Deje de calentar su máquina (y comience a calentar sus sensores).
Al construir biosensores, la temperatura es crucial. Pero aquí está el problema: en la mayoría de los equipos de alta gama, no basta con llevar el sustrato a la temperatura adecuada. También hay que evitar que el calor se escape a otros lugares.
Si utiliza una fuente de calor estándar, esta emitirá energía en todas direcciones. El resultado? El chasis del equipo se convierte en una especie de radiador gigante. Esto provoca que las paredes interiores del equipo se vuelvan muy calientes, lo que puede dañar las manos del operador o, peor aún, dañar las partes sensibles dentro del equipo.
Es un desastre.
Una forma mejor de manejar el calor
Resolvimos este problema utilizando lámparas de infrarrojos direccionales.
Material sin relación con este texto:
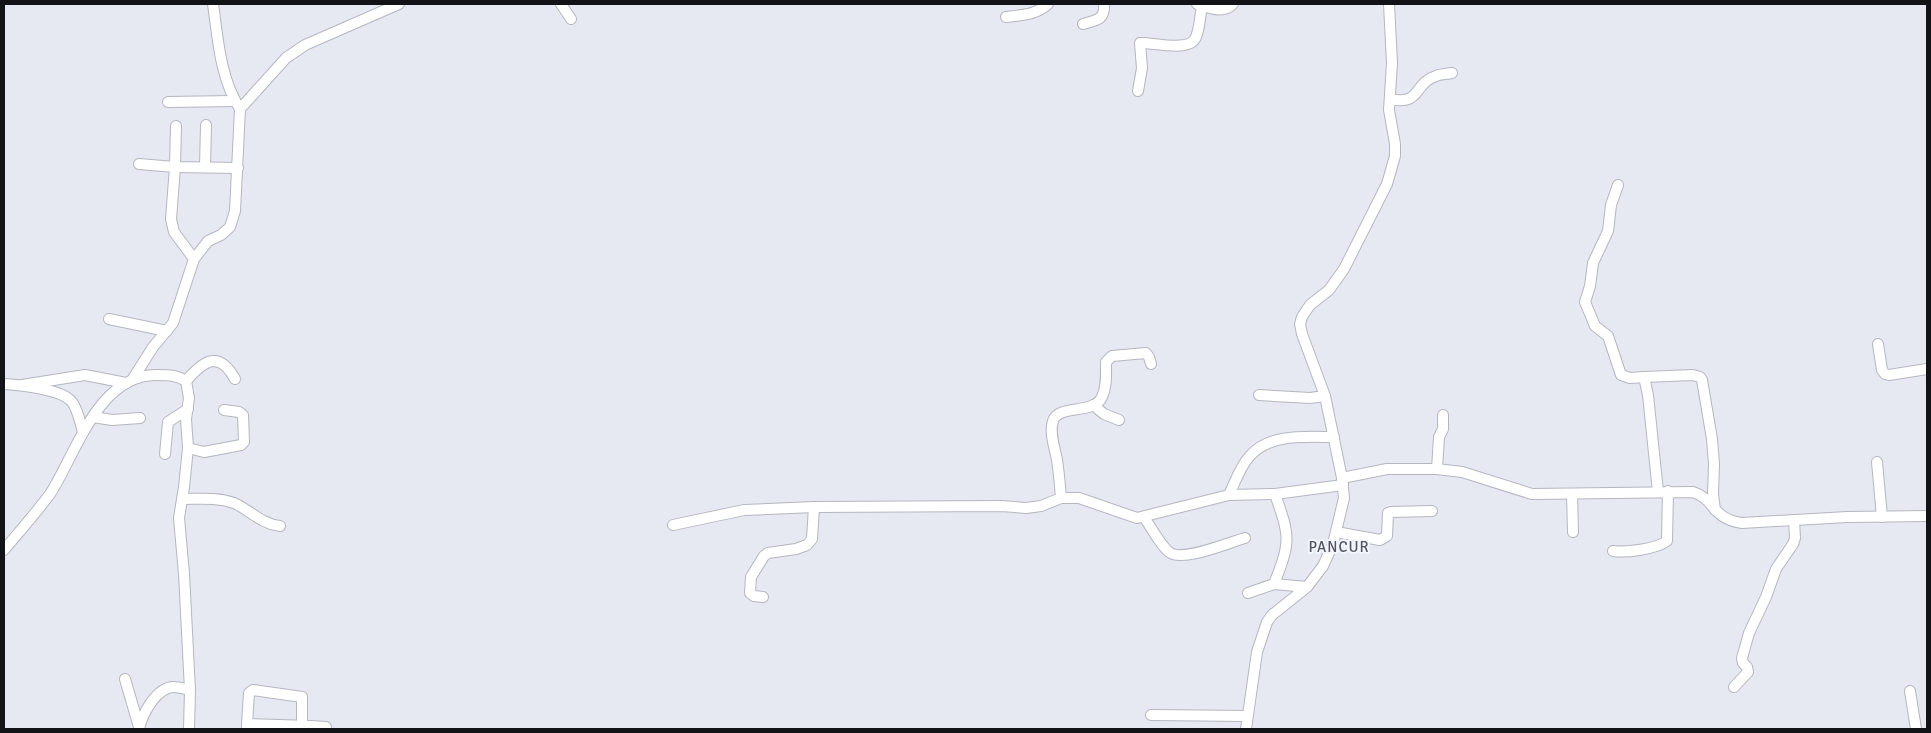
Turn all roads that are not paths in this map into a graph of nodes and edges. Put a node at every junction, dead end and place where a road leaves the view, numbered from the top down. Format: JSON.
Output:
{"nodes":[{"id":1,"x":213,"y":4,"type":"edge"},
{"id":2,"x":398,"y":4,"type":"edge"},
{"id":3,"x":561,"y":4,"type":"edge"},
{"id":4,"x":1048,"y":4,"type":"edge"},
{"id":5,"x":1104,"y":4,"type":"edge"},
{"id":6,"x":1233,"y":4,"type":"edge"},
{"id":7,"x":1389,"y":4,"type":"edge"},
{"id":8,"x":1199,"y":5,"type":"edge"},
{"id":9,"x":1006,"y":16,"type":"dead end"},
{"id":10,"x":571,"y":19,"type":"dead end"},
{"id":11,"x":1083,"y":24,"type":"dead end"},
{"id":12,"x":1452,"y":73,"type":"dead end"},
{"id":13,"x":1138,"y":91,"type":"dead end"},
{"id":14,"x":1390,"y":98,"type":"junction"},
{"id":15,"x":168,"y":102,"type":"dead end"},
{"id":16,"x":237,"y":105,"type":"junction"},
{"id":17,"x":206,"y":125,"type":"dead end"},
{"id":18,"x":176,"y":126,"type":"dead end"},
{"id":19,"x":139,"y":164,"type":"dead end"},
{"id":20,"x":175,"y":167,"type":"junction"},
{"id":21,"x":205,"y":167,"type":"junction"},
{"id":22,"x":238,"y":168,"type":"junction"},
{"id":23,"x":1618,"y":185,"type":"dead end"},
{"id":24,"x":194,"y":259,"type":"junction"},
{"id":25,"x":109,"y":319,"type":"dead end"},
{"id":26,"x":168,"y":331,"type":"junction"},
{"id":27,"x":1878,"y":344,"type":"dead end"},
{"id":28,"x":1151,"y":364,"type":"dead end"},
{"id":29,"x":1927,"y":369,"type":"edge"},
{"id":30,"x":1644,"y":377,"type":"junction"},
{"id":31,"x":235,"y":379,"type":"dead end"},
{"id":32,"x":130,"y":380,"type":"junction"},
{"id":33,"x":186,"y":381,"type":"junction"},
{"id":34,"x":4,"y":384,"type":"edge"},
{"id":35,"x":22,"y":385,"type":"junction"},
{"id":36,"x":1258,"y":395,"type":"dead end"},
{"id":37,"x":1325,"y":396,"type":"junction"},
{"id":38,"x":1093,"y":405,"type":"junction"},
{"id":39,"x":188,"y":409,"type":"junction"},
{"id":40,"x":224,"y":410,"type":"dead end"},
{"id":41,"x":1443,"y":415,"type":"dead end"},
{"id":42,"x":93,"y":417,"type":"junction"},
{"id":43,"x":140,"y":418,"type":"dead end"},
{"id":44,"x":1119,"y":420,"type":"dead end"},
{"id":45,"x":83,"y":432,"type":"junction"},
{"id":46,"x":1334,"y":437,"type":"junction"},
{"id":47,"x":188,"y":448,"type":"junction"},
{"id":48,"x":165,"y":454,"type":"dead end"},
{"id":49,"x":1877,"y":462,"type":"dead end"},
{"id":50,"x":1437,"y":468,"type":"junction"},
{"id":51,"x":1342,"y":482,"type":"junction"},
{"id":52,"x":1663,"y":492,"type":"junction"},
{"id":53,"x":1275,"y":494,"type":"junction"},
{"id":54,"x":1572,"y":494,"type":"junction"},
{"id":55,"x":1229,"y":495,"type":"junction"},
{"id":56,"x":1061,"y":498,"type":"junction"},
{"id":57,"x":182,"y":499,"type":"junction"},
{"id":58,"x":814,"y":507,"type":"junction"},
{"id":59,"x":1432,"y":511,"type":"dead end"},
{"id":60,"x":1715,"y":511,"type":"junction"},
{"id":61,"x":1927,"y":516,"type":"edge"},
{"id":62,"x":1144,"y":517,"type":"junction"},
{"id":63,"x":1882,"y":517,"type":"junction"},
{"id":64,"x":1794,"y":520,"type":"junction"},
{"id":65,"x":673,"y":525,"type":"dead end"},
{"id":66,"x":280,"y":526,"type":"dead end"},
{"id":67,"x":1336,"y":532,"type":"junction"},
{"id":68,"x":1573,"y":532,"type":"dead end"},
{"id":69,"x":1245,"y":538,"type":"dead end"},
{"id":70,"x":4,"y":550,"type":"edge"},
{"id":71,"x":1613,"y":551,"type":"dead end"},
{"id":72,"x":1274,"y":584,"type":"junction"},
{"id":73,"x":1307,"y":587,"type":"junction"},
{"id":74,"x":1248,"y":593,"type":"dead end"},
{"id":75,"x":763,"y":597,"type":"dead end"},
{"id":76,"x":124,"y":679,"type":"dead end"},
{"id":77,"x":1734,"y":687,"type":"dead end"},
{"id":78,"x":190,"y":690,"type":"junction"},
{"id":79,"x":1910,"y":692,"type":"dead end"},
{"id":80,"x":1151,"y":715,"type":"dead end"},
{"id":81,"x":1247,"y":716,"type":"junction"},
{"id":82,"x":247,"y":726,"type":"edge"},
{"id":83,"x":279,"y":727,"type":"edge"},
{"id":84,"x":308,"y":727,"type":"edge"},
{"id":85,"x":326,"y":727,"type":"dead end"},
{"id":86,"x":139,"y":729,"type":"edge"},
{"id":87,"x":189,"y":729,"type":"edge"},
{"id":88,"x":1246,"y":729,"type":"edge"},
{"id":89,"x":1916,"y":729,"type":"edge"}],
"edges":[{"from":1,"to":16,"type":"street"},
{"from":2,"to":16,"type":"street"},
{"from":3,"to":10,"type":"street"},
{"from":4,"to":9,"type":"street"},
{"from":5,"to":11,"type":"street"},
{"from":6,"to":8,"type":"street"},
{"from":7,"to":14,"type":"street"},
{"from":8,"to":13,"type":"street"},
{"from":12,"to":14,"type":"street"},
{"from":14,"to":37,"type":"street"},
{"from":15,"to":16,"type":"street"},
{"from":16,"to":22,"type":"street"},
{"from":17,"to":21,"type":"street"},
{"from":18,"to":20,"type":"street"},
{"from":19,"to":20,"type":"street"},
{"from":20,"to":21,"type":"street"},
{"from":20,"to":24,"type":"street"},
{"from":21,"to":22,"type":"street"},
{"from":22,"to":24,"type":"street"},
{"from":23,"to":30,"type":"street"},
{"from":24,"to":26,"type":"street"},
{"from":25,"to":26,"type":"street"},
{"from":26,"to":32,"type":"street"},
{"from":27,"to":29,"type":"street"},
{"from":28,"to":38,"type":"street"},
{"from":30,"to":52,"type":"street"},
{"from":30,"to":60,"type":"street"},
{"from":31,"to":33,"type":"street"},
{"from":32,"to":33,"type":"street"},
{"from":32,"to":35,"type":"street"},
{"from":32,"to":42,"type":"street"},
{"from":33,"to":39,"type":"street"},
{"from":34,"to":35,"type":"street"},
{"from":35,"to":45,"type":"street"},
{"from":36,"to":37,"type":"street"},
{"from":37,"to":46,"type":"street"},
{"from":38,"to":44,"type":"street"},
{"from":38,"to":56,"type":"street"},
{"from":39,"to":47,"type":"street"},
{"from":39,"to":48,"type":"street"},
{"from":40,"to":47,"type":"street"},
{"from":41,"to":50,"type":"street"},
{"from":42,"to":43,"type":"street"},
{"from":42,"to":45,"type":"street"},
{"from":45,"to":70,"type":"street"},
{"from":46,"to":51,"type":"street"},
{"from":46,"to":55,"type":"street"},
{"from":47,"to":57,"type":"street"},
{"from":49,"to":63,"type":"street"},
{"from":50,"to":51,"type":"street"},
{"from":50,"to":54,"type":"street"},
{"from":51,"to":53,"type":"street"},
{"from":51,"to":67,"type":"street"},
{"from":52,"to":54,"type":"street"},
{"from":52,"to":60,"type":"street"},
{"from":52,"to":71,"type":"street"},
{"from":53,"to":55,"type":"street"},
{"from":53,"to":72,"type":"street"},
{"from":54,"to":68,"type":"street"},
{"from":55,"to":62,"type":"street"},
{"from":56,"to":58,"type":"street"},
{"from":56,"to":62,"type":"street"},
{"from":57,"to":66,"type":"street"},
{"from":57,"to":78,"type":"street"},
{"from":58,"to":65,"type":"street"},
{"from":58,"to":75,"type":"street"},
{"from":59,"to":67,"type":"street"},
{"from":60,"to":64,"type":"street"},
{"from":61,"to":63,"type":"street"},
{"from":62,"to":69,"type":"street"},
{"from":63,"to":64,"type":"street"},
{"from":64,"to":77,"type":"street"},
{"from":67,"to":73,"type":"street"},
{"from":72,"to":73,"type":"street"},
{"from":72,"to":74,"type":"street"},
{"from":73,"to":81,"type":"street"},
{"from":76,"to":86,"type":"street"},
{"from":78,"to":86,"type":"street"},
{"from":78,"to":87,"type":"street"},
{"from":79,"to":89,"type":"street"},
{"from":80,"to":81,"type":"street"},
{"from":81,"to":88,"type":"street"},
{"from":82,"to":83,"type":"street"},
{"from":82,"to":84,"type":"street"},
{"from":83,"to":84,"type":"street"},
{"from":84,"to":85,"type":"street"}]}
Piénselo como la diferencia entre una bombilla normal y una linterna. En lugar de emitir calor en un círculo de 360 grados, estas lámparas utilizan reflectores para dirigir la energía hacia una dirección específica. De esta manera, el calor se dirige directamente hacia el sustrato, sin afectar al aire y al chasis circundantes.
Además, los ventiladores de refrigeración no tienen que trabajar tanto. Como el chasis no absorbe toda esa energía desperdiciada, todo el sistema permanece más fresco.
Cómo configurarlo
Al conectar estas lámparas a su sistema, es importante que estén lo más cerca posible del objetivo. Pero no tan cerca como para que se toquen.
Utilizamos emisores de alta densidad, ya que permiten que el calor se concentre rápidamente. Eso significa que no es necesario mantener las lámparas funcionando a altas temperaturas todo el día, lo cual evita que los filamentos se quemen prematuramente.
La desventaja
Claro, esto no es una solución mágica. Dado que el calor está muy concentrado, se crea una zona de alta temperatura. Si el sustrato está ligeramente desalineado, aparecerán “puntos calientes” en el biosensor.
Es necesario ser extremadamente preciso en el posicionamiento de los componentes. Hablamos de precisión a nivel de micrómetros. Si el alineamiento se desvía, ese calor concentrado puede dañar las capas finas del biosensor antes de que uno se dé cuenta de que algo va mal.